• WORK REQUIRED:
For each line of the listing that includes the word "Sawit", show the whole line.
━━━━━━━━
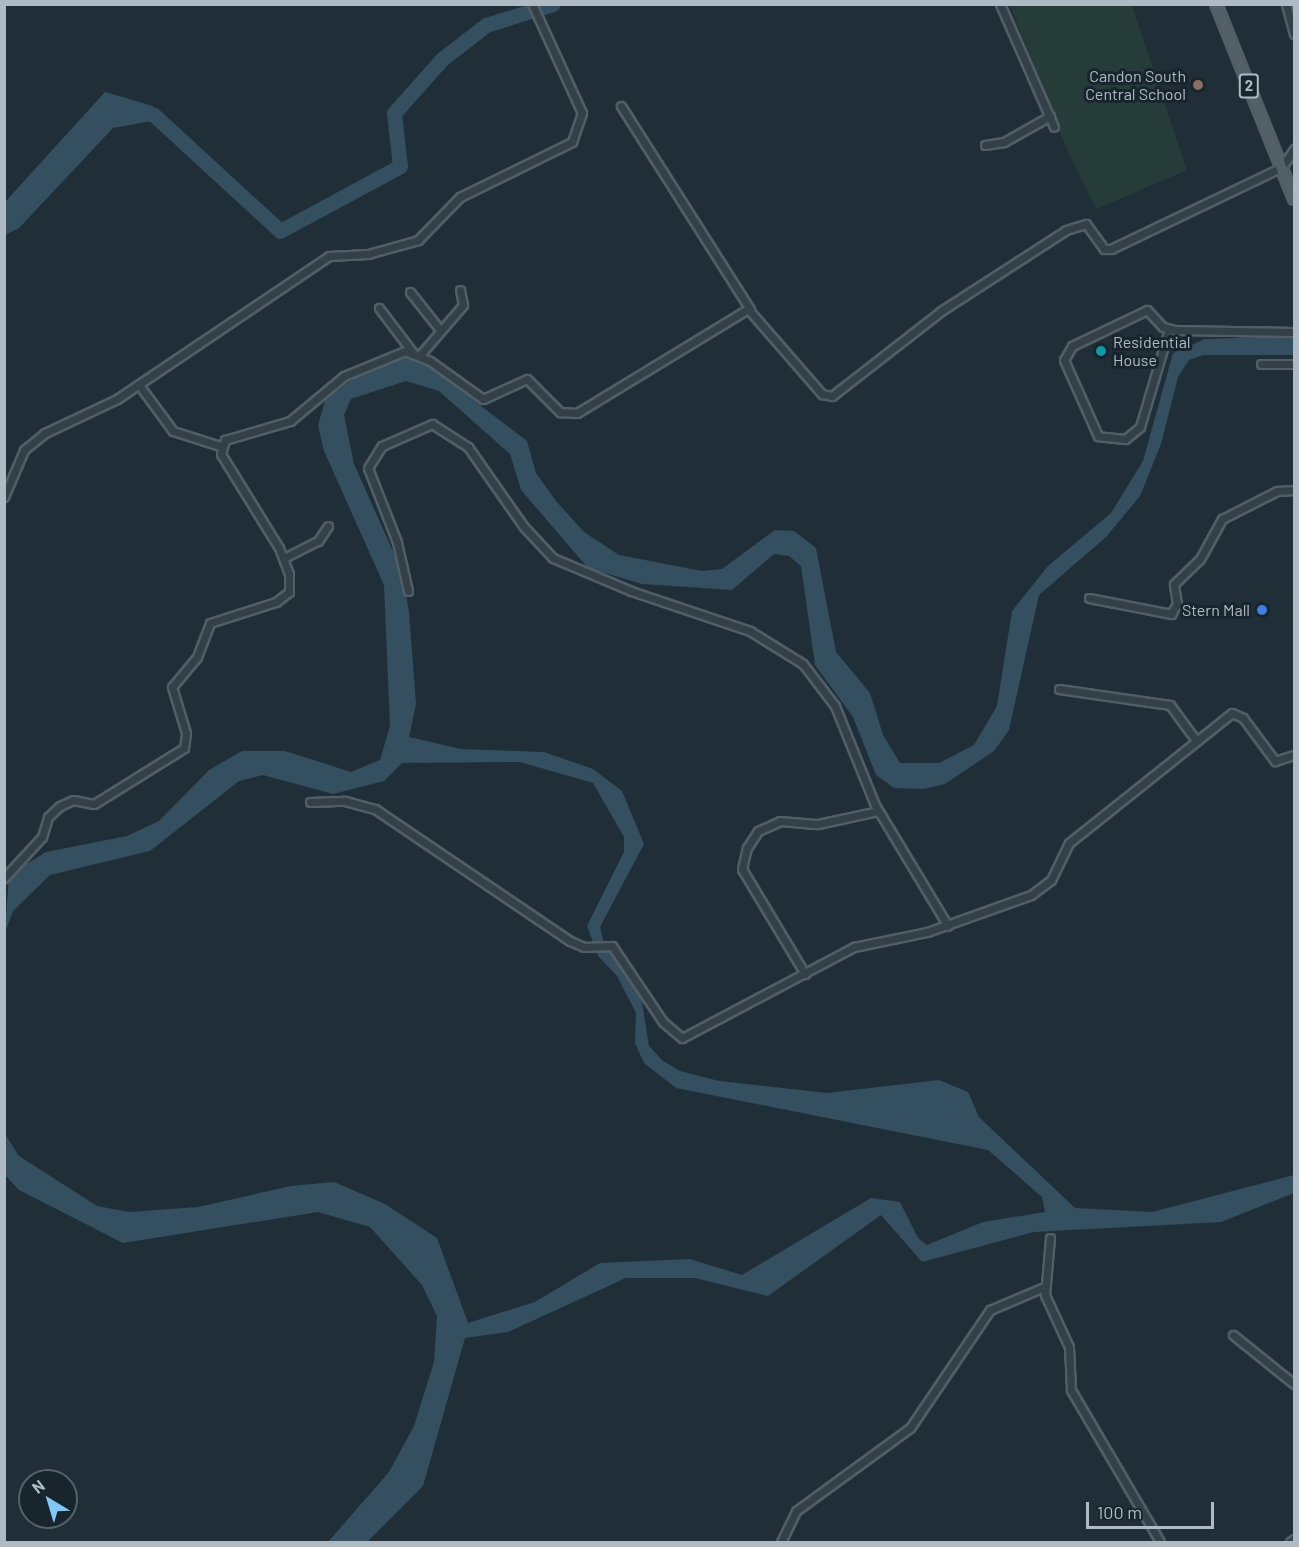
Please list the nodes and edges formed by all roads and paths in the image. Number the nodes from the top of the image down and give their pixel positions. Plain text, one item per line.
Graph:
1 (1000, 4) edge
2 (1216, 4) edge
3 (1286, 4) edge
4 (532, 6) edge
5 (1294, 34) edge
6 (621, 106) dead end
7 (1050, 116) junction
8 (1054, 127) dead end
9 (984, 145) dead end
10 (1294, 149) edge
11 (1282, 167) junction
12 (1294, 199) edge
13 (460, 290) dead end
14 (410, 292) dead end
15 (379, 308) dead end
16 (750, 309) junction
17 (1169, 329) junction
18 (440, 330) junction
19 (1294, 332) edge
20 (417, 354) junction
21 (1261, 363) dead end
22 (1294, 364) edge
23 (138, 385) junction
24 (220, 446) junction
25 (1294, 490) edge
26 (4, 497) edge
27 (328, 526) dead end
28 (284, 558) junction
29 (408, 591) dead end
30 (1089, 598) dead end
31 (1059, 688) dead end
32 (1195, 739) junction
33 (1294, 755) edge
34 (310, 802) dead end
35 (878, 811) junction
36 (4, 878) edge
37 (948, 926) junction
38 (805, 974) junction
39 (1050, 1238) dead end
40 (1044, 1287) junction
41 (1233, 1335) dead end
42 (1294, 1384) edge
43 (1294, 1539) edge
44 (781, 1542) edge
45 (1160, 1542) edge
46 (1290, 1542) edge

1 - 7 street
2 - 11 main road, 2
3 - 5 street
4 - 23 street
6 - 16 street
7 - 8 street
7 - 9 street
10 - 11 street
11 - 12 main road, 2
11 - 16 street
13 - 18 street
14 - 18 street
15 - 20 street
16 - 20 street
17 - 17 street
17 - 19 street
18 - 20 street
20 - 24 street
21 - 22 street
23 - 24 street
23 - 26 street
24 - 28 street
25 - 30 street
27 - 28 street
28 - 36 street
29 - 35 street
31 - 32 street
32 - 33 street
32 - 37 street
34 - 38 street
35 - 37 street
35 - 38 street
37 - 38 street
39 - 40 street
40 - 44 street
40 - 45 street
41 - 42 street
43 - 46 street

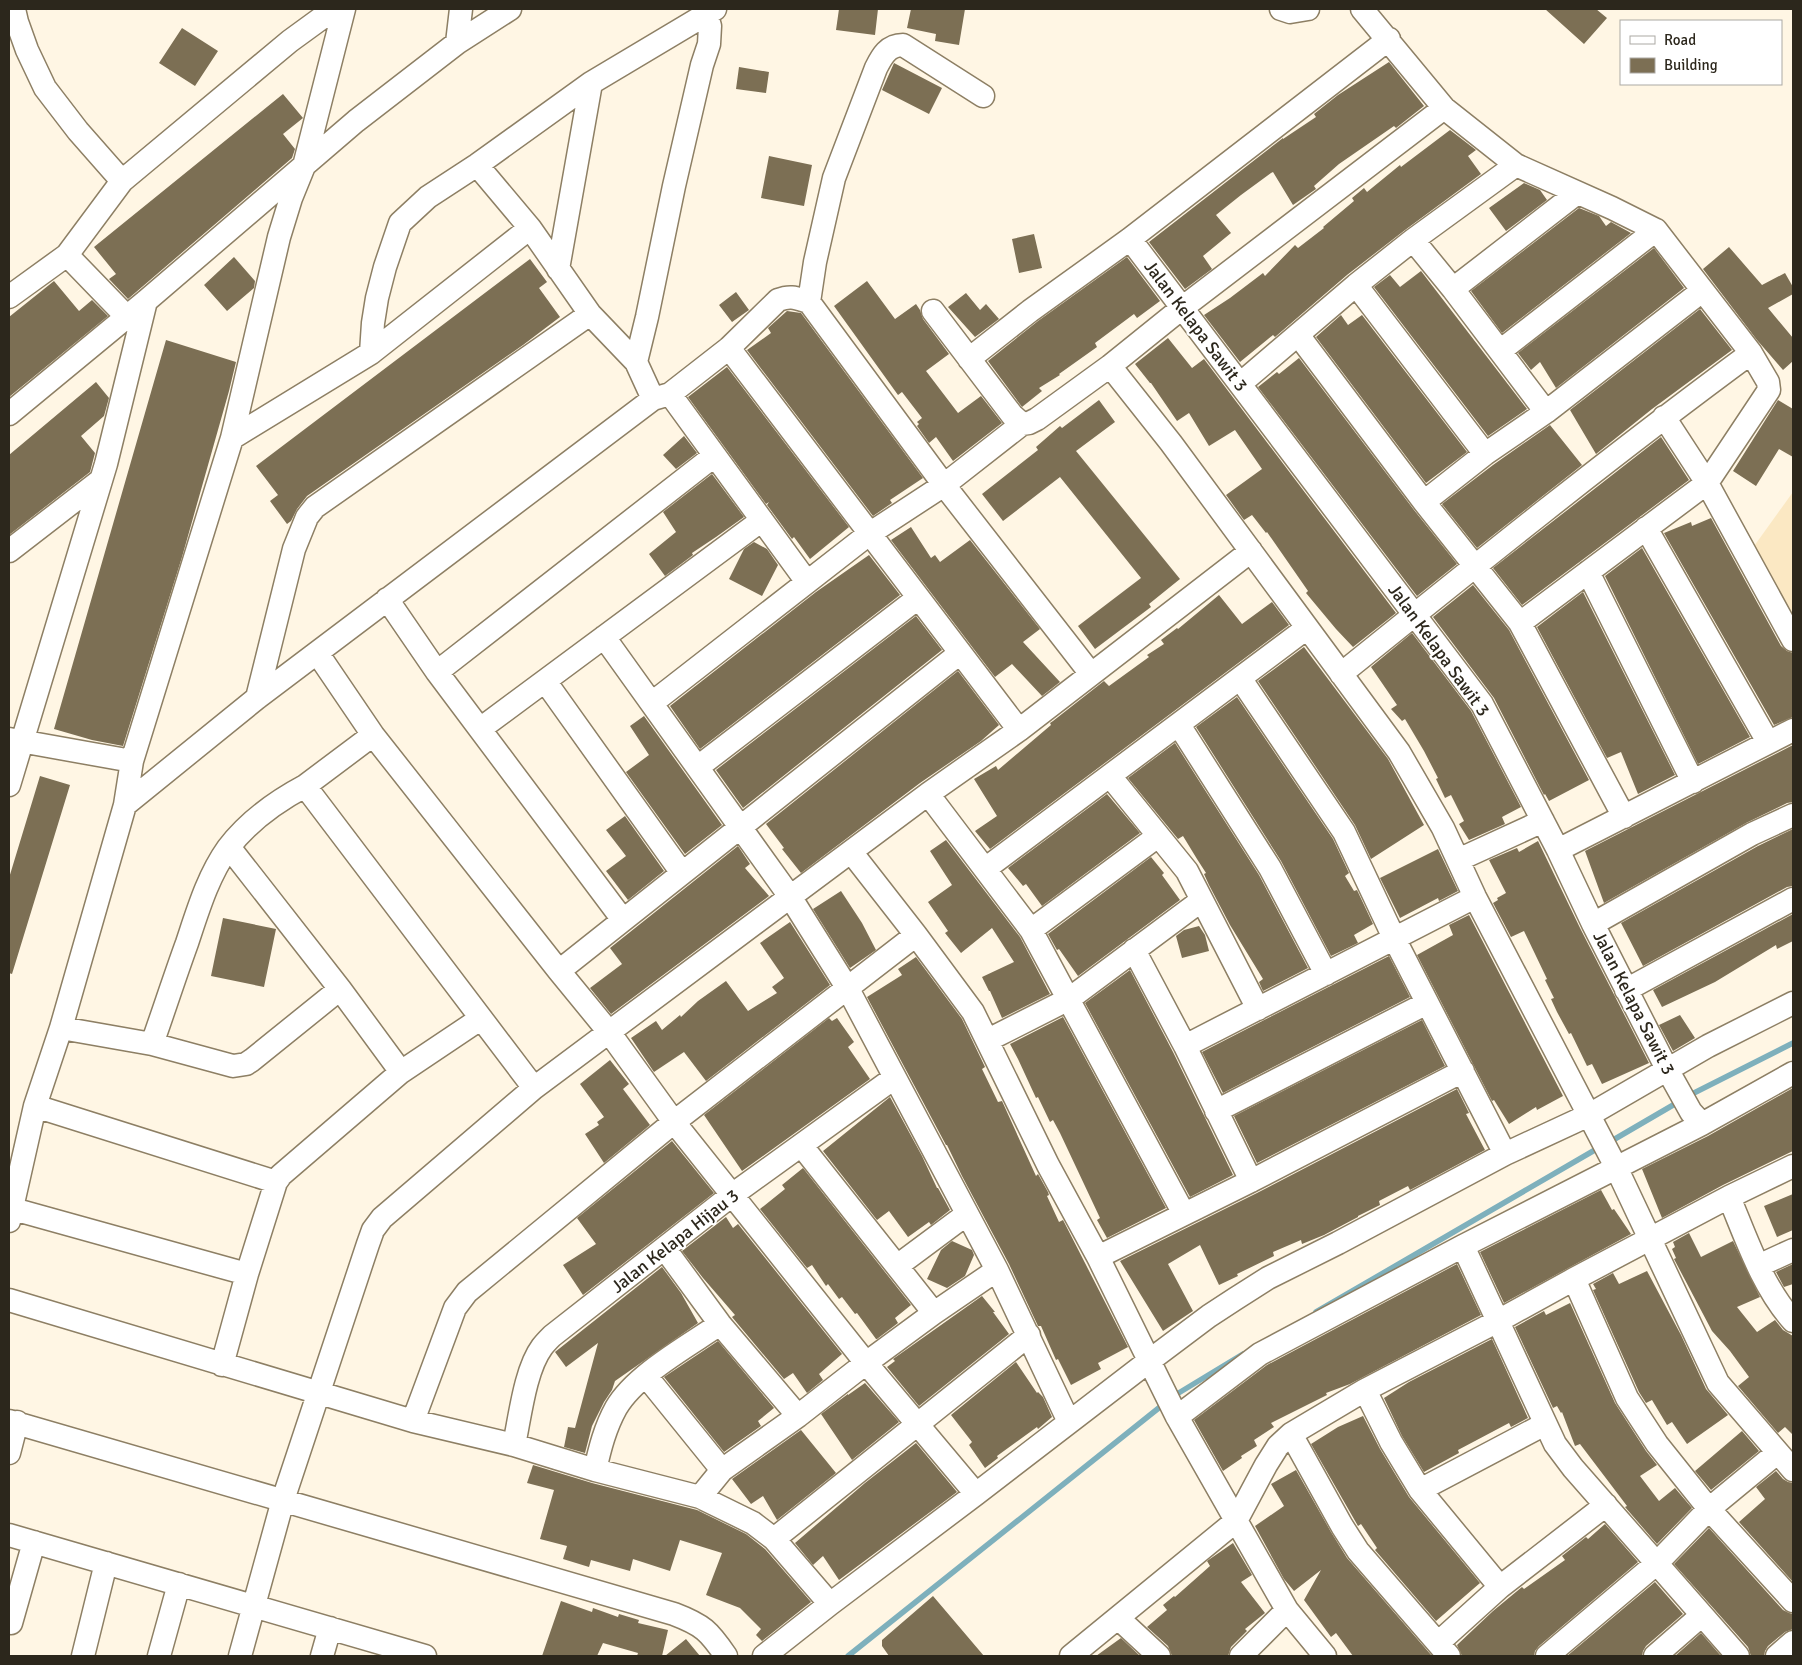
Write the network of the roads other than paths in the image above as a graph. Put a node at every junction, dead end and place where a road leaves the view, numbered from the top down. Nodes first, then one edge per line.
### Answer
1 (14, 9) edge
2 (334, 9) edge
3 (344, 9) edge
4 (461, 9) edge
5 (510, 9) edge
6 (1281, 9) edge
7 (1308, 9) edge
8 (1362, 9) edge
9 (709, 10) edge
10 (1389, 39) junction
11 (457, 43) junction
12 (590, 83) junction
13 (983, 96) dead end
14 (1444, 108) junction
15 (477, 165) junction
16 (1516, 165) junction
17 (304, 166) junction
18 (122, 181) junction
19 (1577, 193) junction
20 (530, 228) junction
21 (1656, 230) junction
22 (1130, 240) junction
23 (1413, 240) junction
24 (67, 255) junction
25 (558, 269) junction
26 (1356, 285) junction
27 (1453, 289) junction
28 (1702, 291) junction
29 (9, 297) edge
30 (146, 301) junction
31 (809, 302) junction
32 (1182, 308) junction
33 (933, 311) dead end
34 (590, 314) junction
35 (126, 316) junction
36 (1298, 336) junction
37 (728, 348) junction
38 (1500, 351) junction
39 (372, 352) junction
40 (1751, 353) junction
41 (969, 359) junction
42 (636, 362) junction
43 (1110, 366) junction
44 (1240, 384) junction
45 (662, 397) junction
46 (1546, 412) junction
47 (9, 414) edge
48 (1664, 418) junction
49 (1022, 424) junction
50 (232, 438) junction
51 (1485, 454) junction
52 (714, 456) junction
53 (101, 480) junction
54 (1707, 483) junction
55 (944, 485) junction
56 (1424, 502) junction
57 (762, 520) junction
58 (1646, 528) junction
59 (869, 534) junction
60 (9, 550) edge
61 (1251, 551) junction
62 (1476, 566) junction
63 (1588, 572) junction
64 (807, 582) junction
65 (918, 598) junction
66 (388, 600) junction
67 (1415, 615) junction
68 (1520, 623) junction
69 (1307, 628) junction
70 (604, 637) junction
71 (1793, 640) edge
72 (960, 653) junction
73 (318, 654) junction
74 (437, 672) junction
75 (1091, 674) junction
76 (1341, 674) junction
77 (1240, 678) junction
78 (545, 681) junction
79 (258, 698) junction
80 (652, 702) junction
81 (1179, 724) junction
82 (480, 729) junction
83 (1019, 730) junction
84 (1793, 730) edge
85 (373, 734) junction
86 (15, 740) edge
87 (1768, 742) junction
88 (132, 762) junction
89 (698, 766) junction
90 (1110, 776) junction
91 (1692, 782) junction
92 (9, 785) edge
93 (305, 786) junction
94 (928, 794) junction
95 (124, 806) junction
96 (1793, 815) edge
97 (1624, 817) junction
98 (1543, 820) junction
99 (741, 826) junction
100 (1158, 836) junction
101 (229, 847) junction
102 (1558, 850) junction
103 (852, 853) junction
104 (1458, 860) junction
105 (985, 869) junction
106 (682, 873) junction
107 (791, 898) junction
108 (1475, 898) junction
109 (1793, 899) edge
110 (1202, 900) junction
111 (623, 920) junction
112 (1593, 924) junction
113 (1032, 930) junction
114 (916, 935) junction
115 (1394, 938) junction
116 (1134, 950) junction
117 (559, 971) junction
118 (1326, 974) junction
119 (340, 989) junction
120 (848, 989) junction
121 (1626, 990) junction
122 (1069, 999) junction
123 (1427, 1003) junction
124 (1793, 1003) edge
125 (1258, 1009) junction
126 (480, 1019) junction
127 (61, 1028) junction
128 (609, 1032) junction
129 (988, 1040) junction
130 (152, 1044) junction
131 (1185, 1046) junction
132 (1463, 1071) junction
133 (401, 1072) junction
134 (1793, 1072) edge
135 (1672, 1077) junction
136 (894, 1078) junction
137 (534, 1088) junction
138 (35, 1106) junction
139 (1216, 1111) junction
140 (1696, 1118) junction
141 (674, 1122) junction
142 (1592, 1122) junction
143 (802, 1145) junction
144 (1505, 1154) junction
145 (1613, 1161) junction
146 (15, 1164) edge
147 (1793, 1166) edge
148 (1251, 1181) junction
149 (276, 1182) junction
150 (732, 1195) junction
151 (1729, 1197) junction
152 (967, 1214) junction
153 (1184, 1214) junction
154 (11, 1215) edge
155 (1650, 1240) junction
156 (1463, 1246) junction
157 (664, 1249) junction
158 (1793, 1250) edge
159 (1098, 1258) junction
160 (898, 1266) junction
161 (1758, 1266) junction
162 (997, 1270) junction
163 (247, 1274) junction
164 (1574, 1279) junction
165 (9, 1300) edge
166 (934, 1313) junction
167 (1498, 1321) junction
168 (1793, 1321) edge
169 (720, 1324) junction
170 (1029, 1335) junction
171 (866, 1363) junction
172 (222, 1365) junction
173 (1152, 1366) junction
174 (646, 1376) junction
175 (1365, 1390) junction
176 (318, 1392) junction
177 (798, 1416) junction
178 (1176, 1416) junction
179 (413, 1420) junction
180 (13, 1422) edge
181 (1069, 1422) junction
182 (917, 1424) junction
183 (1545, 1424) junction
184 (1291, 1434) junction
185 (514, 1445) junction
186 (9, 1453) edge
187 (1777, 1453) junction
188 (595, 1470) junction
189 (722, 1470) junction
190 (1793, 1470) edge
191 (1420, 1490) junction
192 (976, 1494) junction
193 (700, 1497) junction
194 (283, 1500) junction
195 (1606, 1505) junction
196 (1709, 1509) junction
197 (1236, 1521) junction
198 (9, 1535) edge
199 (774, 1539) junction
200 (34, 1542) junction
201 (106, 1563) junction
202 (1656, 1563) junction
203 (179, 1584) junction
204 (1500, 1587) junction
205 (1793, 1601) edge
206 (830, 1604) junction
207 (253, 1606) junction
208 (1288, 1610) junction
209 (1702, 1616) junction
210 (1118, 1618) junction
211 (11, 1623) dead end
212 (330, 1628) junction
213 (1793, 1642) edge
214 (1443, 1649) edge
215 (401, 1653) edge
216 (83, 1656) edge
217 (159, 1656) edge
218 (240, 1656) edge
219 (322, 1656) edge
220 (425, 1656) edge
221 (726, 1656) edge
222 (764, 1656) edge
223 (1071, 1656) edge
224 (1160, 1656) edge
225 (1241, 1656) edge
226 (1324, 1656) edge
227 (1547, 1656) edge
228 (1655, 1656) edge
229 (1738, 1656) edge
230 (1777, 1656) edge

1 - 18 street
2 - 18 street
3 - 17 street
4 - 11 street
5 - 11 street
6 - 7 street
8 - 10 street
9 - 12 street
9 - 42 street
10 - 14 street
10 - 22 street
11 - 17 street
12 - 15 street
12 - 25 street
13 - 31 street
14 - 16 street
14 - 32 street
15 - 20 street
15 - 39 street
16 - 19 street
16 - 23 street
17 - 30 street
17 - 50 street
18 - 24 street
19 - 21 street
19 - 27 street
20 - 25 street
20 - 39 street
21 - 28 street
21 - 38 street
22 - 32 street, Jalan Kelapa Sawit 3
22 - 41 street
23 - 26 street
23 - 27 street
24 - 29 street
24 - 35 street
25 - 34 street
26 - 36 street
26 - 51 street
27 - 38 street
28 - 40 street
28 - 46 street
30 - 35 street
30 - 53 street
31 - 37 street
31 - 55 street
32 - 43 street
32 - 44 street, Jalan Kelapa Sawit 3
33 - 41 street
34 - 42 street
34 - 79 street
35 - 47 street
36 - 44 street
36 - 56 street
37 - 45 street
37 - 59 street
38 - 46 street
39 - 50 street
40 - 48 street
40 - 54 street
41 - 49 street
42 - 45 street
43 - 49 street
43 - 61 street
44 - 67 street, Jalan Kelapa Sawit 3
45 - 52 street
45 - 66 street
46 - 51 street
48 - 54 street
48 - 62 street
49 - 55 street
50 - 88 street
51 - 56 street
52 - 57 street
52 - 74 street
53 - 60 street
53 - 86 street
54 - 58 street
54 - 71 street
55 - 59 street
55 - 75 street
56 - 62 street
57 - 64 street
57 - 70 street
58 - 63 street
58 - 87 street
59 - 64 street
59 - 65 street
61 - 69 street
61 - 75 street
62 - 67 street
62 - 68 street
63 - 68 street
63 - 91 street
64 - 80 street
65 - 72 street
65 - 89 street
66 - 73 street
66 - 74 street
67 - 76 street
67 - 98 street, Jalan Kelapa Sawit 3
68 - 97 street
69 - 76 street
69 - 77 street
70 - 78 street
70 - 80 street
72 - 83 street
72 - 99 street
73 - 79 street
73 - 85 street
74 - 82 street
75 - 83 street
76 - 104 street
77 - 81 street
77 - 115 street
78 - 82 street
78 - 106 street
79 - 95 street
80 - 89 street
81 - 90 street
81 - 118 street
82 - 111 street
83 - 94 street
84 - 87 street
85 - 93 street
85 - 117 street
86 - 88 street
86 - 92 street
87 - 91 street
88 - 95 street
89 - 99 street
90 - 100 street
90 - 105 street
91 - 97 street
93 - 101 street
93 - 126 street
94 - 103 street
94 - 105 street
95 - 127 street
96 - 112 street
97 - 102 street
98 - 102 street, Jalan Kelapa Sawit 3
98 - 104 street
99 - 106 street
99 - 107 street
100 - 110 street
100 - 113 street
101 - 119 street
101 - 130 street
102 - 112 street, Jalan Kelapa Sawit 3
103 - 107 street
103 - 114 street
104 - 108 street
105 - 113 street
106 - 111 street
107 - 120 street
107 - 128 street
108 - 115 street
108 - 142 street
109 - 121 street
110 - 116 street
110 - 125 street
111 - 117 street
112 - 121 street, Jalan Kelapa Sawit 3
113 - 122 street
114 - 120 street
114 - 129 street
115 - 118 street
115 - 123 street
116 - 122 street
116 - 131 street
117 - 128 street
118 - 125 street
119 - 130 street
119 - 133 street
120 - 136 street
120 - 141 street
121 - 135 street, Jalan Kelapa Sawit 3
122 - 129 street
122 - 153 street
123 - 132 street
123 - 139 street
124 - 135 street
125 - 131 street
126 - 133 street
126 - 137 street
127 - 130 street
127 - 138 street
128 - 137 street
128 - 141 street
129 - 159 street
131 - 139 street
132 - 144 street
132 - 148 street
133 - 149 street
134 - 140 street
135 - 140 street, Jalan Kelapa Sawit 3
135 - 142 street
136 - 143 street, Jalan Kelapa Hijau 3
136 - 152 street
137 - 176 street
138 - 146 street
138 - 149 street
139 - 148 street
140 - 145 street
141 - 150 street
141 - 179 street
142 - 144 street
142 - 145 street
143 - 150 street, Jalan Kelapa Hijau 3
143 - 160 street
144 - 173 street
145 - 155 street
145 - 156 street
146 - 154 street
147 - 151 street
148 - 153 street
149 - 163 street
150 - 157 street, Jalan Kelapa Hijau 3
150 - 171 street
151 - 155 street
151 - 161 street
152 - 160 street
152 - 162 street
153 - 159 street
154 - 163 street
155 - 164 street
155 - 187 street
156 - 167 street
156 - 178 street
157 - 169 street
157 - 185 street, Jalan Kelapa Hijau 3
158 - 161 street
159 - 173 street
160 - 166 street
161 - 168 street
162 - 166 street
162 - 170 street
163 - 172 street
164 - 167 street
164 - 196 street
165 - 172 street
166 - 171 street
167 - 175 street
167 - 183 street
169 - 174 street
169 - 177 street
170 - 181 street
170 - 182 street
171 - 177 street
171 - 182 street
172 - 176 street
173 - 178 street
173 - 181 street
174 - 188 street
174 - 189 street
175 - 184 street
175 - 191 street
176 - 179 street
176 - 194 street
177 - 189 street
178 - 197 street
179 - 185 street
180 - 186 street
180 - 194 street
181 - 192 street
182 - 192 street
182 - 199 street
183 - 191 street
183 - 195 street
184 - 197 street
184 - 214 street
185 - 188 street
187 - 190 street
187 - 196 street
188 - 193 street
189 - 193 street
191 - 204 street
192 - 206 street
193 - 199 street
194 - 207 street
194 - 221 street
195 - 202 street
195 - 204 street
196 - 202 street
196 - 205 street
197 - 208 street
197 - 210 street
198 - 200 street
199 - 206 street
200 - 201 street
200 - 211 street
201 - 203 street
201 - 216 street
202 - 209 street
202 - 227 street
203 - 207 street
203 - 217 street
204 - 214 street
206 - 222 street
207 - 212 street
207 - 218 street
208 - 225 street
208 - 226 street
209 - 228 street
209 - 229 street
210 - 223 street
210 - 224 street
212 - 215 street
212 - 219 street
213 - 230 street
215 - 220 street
━━━━━━━━
• TASK RESPONSE:
22 - 32 street, Jalan Kelapa Sawit 3
32 - 44 street, Jalan Kelapa Sawit 3
44 - 67 street, Jalan Kelapa Sawit 3
67 - 98 street, Jalan Kelapa Sawit 3
98 - 102 street, Jalan Kelapa Sawit 3
102 - 112 street, Jalan Kelapa Sawit 3
112 - 121 street, Jalan Kelapa Sawit 3
121 - 135 street, Jalan Kelapa Sawit 3
135 - 140 street, Jalan Kelapa Sawit 3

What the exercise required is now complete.